=== PROBLEM DESCRIPTION ===
Type out the entries below again, character for character.

** Opening GIVEN RECORDS block **

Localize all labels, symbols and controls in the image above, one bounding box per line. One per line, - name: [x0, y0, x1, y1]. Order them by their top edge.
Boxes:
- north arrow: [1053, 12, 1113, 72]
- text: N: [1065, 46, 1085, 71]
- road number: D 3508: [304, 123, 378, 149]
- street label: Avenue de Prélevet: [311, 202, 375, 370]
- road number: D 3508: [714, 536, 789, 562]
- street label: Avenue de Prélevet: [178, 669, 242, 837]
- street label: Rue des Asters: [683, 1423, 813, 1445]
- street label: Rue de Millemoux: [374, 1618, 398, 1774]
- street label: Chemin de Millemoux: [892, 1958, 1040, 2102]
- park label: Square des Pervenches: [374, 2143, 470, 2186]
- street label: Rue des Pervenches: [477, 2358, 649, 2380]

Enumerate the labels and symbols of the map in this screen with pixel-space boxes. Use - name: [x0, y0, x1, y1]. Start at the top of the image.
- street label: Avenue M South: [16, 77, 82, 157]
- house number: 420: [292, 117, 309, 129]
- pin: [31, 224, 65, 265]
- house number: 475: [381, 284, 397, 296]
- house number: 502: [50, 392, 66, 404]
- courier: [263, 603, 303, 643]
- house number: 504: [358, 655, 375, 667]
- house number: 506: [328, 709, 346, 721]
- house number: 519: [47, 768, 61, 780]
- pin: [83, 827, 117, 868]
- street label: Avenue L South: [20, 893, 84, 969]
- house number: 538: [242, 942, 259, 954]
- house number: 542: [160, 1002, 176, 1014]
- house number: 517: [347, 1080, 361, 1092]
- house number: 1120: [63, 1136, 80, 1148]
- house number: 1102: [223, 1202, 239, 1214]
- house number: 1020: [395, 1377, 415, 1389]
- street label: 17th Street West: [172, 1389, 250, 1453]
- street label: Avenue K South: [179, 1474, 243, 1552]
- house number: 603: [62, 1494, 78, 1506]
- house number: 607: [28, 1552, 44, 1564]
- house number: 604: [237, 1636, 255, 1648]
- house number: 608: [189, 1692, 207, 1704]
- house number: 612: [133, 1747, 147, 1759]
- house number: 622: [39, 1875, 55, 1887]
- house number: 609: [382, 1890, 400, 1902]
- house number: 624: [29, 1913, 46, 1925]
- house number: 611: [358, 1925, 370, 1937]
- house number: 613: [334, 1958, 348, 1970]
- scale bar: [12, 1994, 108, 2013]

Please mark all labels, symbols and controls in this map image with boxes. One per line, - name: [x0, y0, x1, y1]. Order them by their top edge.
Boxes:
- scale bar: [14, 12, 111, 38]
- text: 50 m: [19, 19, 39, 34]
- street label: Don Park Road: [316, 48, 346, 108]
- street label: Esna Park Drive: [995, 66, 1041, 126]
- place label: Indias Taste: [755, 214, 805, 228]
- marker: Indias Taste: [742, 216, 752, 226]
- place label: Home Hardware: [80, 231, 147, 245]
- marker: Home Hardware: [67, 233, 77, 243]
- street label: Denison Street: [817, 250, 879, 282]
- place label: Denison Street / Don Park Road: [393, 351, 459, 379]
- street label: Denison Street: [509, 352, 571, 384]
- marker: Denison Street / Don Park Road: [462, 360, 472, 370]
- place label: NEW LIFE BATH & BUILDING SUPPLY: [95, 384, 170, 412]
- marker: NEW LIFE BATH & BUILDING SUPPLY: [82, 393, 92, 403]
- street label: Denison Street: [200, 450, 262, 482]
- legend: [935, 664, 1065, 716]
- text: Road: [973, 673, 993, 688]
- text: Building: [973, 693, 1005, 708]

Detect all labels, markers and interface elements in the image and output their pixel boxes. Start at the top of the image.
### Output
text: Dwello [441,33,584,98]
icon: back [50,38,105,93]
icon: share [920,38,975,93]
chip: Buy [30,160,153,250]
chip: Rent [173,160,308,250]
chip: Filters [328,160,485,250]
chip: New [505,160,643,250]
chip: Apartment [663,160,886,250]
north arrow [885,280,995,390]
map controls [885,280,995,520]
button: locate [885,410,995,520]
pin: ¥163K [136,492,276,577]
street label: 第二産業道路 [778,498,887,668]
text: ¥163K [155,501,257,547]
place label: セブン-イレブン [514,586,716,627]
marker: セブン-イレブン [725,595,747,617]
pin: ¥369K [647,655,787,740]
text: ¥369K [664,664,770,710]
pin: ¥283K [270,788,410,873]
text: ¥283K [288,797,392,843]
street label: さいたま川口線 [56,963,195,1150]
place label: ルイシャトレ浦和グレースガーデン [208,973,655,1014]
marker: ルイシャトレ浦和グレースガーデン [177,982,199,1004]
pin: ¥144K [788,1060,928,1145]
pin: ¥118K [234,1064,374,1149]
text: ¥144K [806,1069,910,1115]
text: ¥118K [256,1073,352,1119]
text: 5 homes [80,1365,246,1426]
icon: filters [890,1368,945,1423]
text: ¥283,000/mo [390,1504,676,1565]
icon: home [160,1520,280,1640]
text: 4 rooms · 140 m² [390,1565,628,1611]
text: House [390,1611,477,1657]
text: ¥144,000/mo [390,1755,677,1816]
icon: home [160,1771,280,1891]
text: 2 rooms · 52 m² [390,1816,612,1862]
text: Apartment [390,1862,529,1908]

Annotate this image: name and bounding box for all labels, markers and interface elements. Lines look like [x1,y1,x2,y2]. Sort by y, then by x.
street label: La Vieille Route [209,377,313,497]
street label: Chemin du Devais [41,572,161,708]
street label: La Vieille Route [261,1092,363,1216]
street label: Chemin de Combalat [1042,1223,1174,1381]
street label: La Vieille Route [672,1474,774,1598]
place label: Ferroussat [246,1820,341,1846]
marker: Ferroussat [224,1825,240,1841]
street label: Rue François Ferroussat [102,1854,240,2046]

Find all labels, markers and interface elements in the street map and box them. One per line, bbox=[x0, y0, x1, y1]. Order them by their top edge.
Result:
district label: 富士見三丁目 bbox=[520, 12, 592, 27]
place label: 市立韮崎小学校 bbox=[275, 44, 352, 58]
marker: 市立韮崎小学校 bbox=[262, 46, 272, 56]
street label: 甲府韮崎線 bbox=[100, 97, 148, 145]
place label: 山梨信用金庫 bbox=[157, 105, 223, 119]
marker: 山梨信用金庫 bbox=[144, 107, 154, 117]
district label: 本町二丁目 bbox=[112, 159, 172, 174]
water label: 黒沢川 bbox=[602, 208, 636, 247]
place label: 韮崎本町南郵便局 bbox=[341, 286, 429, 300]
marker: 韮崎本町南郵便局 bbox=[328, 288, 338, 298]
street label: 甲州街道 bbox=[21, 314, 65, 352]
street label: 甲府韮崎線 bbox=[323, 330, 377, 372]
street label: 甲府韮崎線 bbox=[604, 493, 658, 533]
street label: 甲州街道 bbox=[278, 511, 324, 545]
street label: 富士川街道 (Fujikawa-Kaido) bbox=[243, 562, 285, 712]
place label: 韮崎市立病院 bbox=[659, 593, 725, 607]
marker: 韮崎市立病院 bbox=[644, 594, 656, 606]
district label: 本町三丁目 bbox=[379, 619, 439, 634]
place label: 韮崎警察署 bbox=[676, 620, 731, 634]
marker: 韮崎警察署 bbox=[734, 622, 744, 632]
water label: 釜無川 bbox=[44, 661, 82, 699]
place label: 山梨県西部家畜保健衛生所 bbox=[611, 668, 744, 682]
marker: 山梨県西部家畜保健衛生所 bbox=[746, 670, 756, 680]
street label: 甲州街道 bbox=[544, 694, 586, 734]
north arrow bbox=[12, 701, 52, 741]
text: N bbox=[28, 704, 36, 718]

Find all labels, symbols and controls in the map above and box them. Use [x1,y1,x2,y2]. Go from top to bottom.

** Closing GIVEN RECORDS block **

=== RESPONSE BELOW ===
Localize all labels, symbols and controls in the image above, one bounding box per line. One per line, - name: [x0, y0, x1, y1]. Order them by their top edge.
Boxes:
- north arrow: [1053, 12, 1113, 72]
- text: N: [1065, 46, 1085, 71]
- road number: D 3508: [304, 123, 378, 149]
- street label: Avenue de Prélevet: [311, 202, 375, 370]
- road number: D 3508: [714, 536, 789, 562]
- street label: Avenue de Prélevet: [178, 669, 242, 837]
- street label: Rue des Asters: [683, 1423, 813, 1445]
- street label: Rue de Millemoux: [374, 1618, 398, 1774]
- street label: Chemin de Millemoux: [892, 1958, 1040, 2102]
- park label: Square des Pervenches: [374, 2143, 470, 2186]
- street label: Rue des Pervenches: [477, 2358, 649, 2380]

Enumerate the labels and symbols of the map in this screen with pixel-space boxes. Use - name: [x0, y0, x1, y1]. Start at the top of the image.
- street label: Avenue M South: [16, 77, 82, 157]
- house number: 420: [292, 117, 309, 129]
- pin: [31, 224, 65, 265]
- house number: 475: [381, 284, 397, 296]
- house number: 502: [50, 392, 66, 404]
- courier: [263, 603, 303, 643]
- house number: 504: [358, 655, 375, 667]
- house number: 506: [328, 709, 346, 721]
- house number: 519: [47, 768, 61, 780]
- pin: [83, 827, 117, 868]
- street label: Avenue L South: [20, 893, 84, 969]
- house number: 538: [242, 942, 259, 954]
- house number: 542: [160, 1002, 176, 1014]
- house number: 517: [347, 1080, 361, 1092]
- house number: 1120: [63, 1136, 80, 1148]
- house number: 1102: [223, 1202, 239, 1214]
- house number: 1020: [395, 1377, 415, 1389]
- street label: 17th Street West: [172, 1389, 250, 1453]
- street label: Avenue K South: [179, 1474, 243, 1552]
- house number: 603: [62, 1494, 78, 1506]
- house number: 607: [28, 1552, 44, 1564]
- house number: 604: [237, 1636, 255, 1648]
- house number: 608: [189, 1692, 207, 1704]
- house number: 612: [133, 1747, 147, 1759]
- house number: 622: [39, 1875, 55, 1887]
- house number: 609: [382, 1890, 400, 1902]
- house number: 624: [29, 1913, 46, 1925]
- house number: 611: [358, 1925, 370, 1937]
- house number: 613: [334, 1958, 348, 1970]
- scale bar: [12, 1994, 108, 2013]

Please mark all labels, symbols and controls in this map image with boxes. One per line, - name: [x0, y0, x1, y1]. Order them by their top edge.
Boxes:
- scale bar: [14, 12, 111, 38]
- text: 50 m: [19, 19, 39, 34]
- street label: Don Park Road: [316, 48, 346, 108]
- street label: Esna Park Drive: [995, 66, 1041, 126]
- place label: Indias Taste: [755, 214, 805, 228]
- marker: Indias Taste: [742, 216, 752, 226]
- place label: Home Hardware: [80, 231, 147, 245]
- marker: Home Hardware: [67, 233, 77, 243]
- street label: Denison Street: [817, 250, 879, 282]
- place label: Denison Street / Don Park Road: [393, 351, 459, 379]
- street label: Denison Street: [509, 352, 571, 384]
- marker: Denison Street / Don Park Road: [462, 360, 472, 370]
- place label: NEW LIFE BATH & BUILDING SUPPLY: [95, 384, 170, 412]
- marker: NEW LIFE BATH & BUILDING SUPPLY: [82, 393, 92, 403]
- street label: Denison Street: [200, 450, 262, 482]
- legend: [935, 664, 1065, 716]
- text: Road: [973, 673, 993, 688]
- text: Building: [973, 693, 1005, 708]

Detect all labels, markers and interface elements in the image and output their pixel boxes. Start at the top of the image.
### Output
text: Dwello [441,33,584,98]
icon: back [50,38,105,93]
icon: share [920,38,975,93]
chip: Buy [30,160,153,250]
chip: Rent [173,160,308,250]
chip: Filters [328,160,485,250]
chip: New [505,160,643,250]
chip: Apartment [663,160,886,250]
north arrow [885,280,995,390]
map controls [885,280,995,520]
button: locate [885,410,995,520]
pin: ¥163K [136,492,276,577]
street label: 第二産業道路 [778,498,887,668]
text: ¥163K [155,501,257,547]
place label: セブン-イレブン [514,586,716,627]
marker: セブン-イレブン [725,595,747,617]
pin: ¥369K [647,655,787,740]
text: ¥369K [664,664,770,710]
pin: ¥283K [270,788,410,873]
text: ¥283K [288,797,392,843]
street label: さいたま川口線 [56,963,195,1150]
place label: ルイシャトレ浦和グレースガーデン [208,973,655,1014]
marker: ルイシャトレ浦和グレースガーデン [177,982,199,1004]
pin: ¥144K [788,1060,928,1145]
pin: ¥118K [234,1064,374,1149]
text: ¥144K [806,1069,910,1115]
text: ¥118K [256,1073,352,1119]
text: 5 homes [80,1365,246,1426]
icon: filters [890,1368,945,1423]
text: ¥283,000/mo [390,1504,676,1565]
icon: home [160,1520,280,1640]
text: 4 rooms · 140 m² [390,1565,628,1611]
text: House [390,1611,477,1657]
text: ¥144,000/mo [390,1755,677,1816]
icon: home [160,1771,280,1891]
text: 2 rooms · 52 m² [390,1816,612,1862]
text: Apartment [390,1862,529,1908]

Annotate this image: name and bounding box for all labels, markers and interface elements. Lines look like [x1,y1,x2,y2]. Sort by y, then by x.
street label: La Vieille Route [209,377,313,497]
street label: Chemin du Devais [41,572,161,708]
street label: La Vieille Route [261,1092,363,1216]
street label: Chemin de Combalat [1042,1223,1174,1381]
street label: La Vieille Route [672,1474,774,1598]
place label: Ferroussat [246,1820,341,1846]
marker: Ferroussat [224,1825,240,1841]
street label: Rue François Ferroussat [102,1854,240,2046]

Find all labels, markers and interface elements in the street map and box them. One per line, bbox=[x0, y0, x1, y1]. Order them by their top edge.
Result:
district label: 富士見三丁目 bbox=[520, 12, 592, 27]
place label: 市立韮崎小学校 bbox=[275, 44, 352, 58]
marker: 市立韮崎小学校 bbox=[262, 46, 272, 56]
street label: 甲府韮崎線 bbox=[100, 97, 148, 145]
place label: 山梨信用金庫 bbox=[157, 105, 223, 119]
marker: 山梨信用金庫 bbox=[144, 107, 154, 117]
district label: 本町二丁目 bbox=[112, 159, 172, 174]
water label: 黒沢川 bbox=[602, 208, 636, 247]
place label: 韮崎本町南郵便局 bbox=[341, 286, 429, 300]
marker: 韮崎本町南郵便局 bbox=[328, 288, 338, 298]
street label: 甲州街道 bbox=[21, 314, 65, 352]
street label: 甲府韮崎線 bbox=[323, 330, 377, 372]
street label: 甲府韮崎線 bbox=[604, 493, 658, 533]
street label: 甲州街道 bbox=[278, 511, 324, 545]
street label: 富士川街道 (Fujikawa-Kaido) bbox=[243, 562, 285, 712]
place label: 韮崎市立病院 bbox=[659, 593, 725, 607]
marker: 韮崎市立病院 bbox=[644, 594, 656, 606]
district label: 本町三丁目 bbox=[379, 619, 439, 634]
place label: 韮崎警察署 bbox=[676, 620, 731, 634]
marker: 韮崎警察署 bbox=[734, 622, 744, 632]
water label: 釜無川 bbox=[44, 661, 82, 699]
place label: 山梨県西部家畜保健衛生所 bbox=[611, 668, 744, 682]
marker: 山梨県西部家畜保健衛生所 bbox=[746, 670, 756, 680]
street label: 甲州街道 bbox=[544, 694, 586, 734]
north arrow bbox=[12, 701, 52, 741]
text: N bbox=[28, 704, 36, 718]

Find all labels, symbols and controls in the map above and box them. Use [x1,y1,x2,y2]. Go from top to bottom.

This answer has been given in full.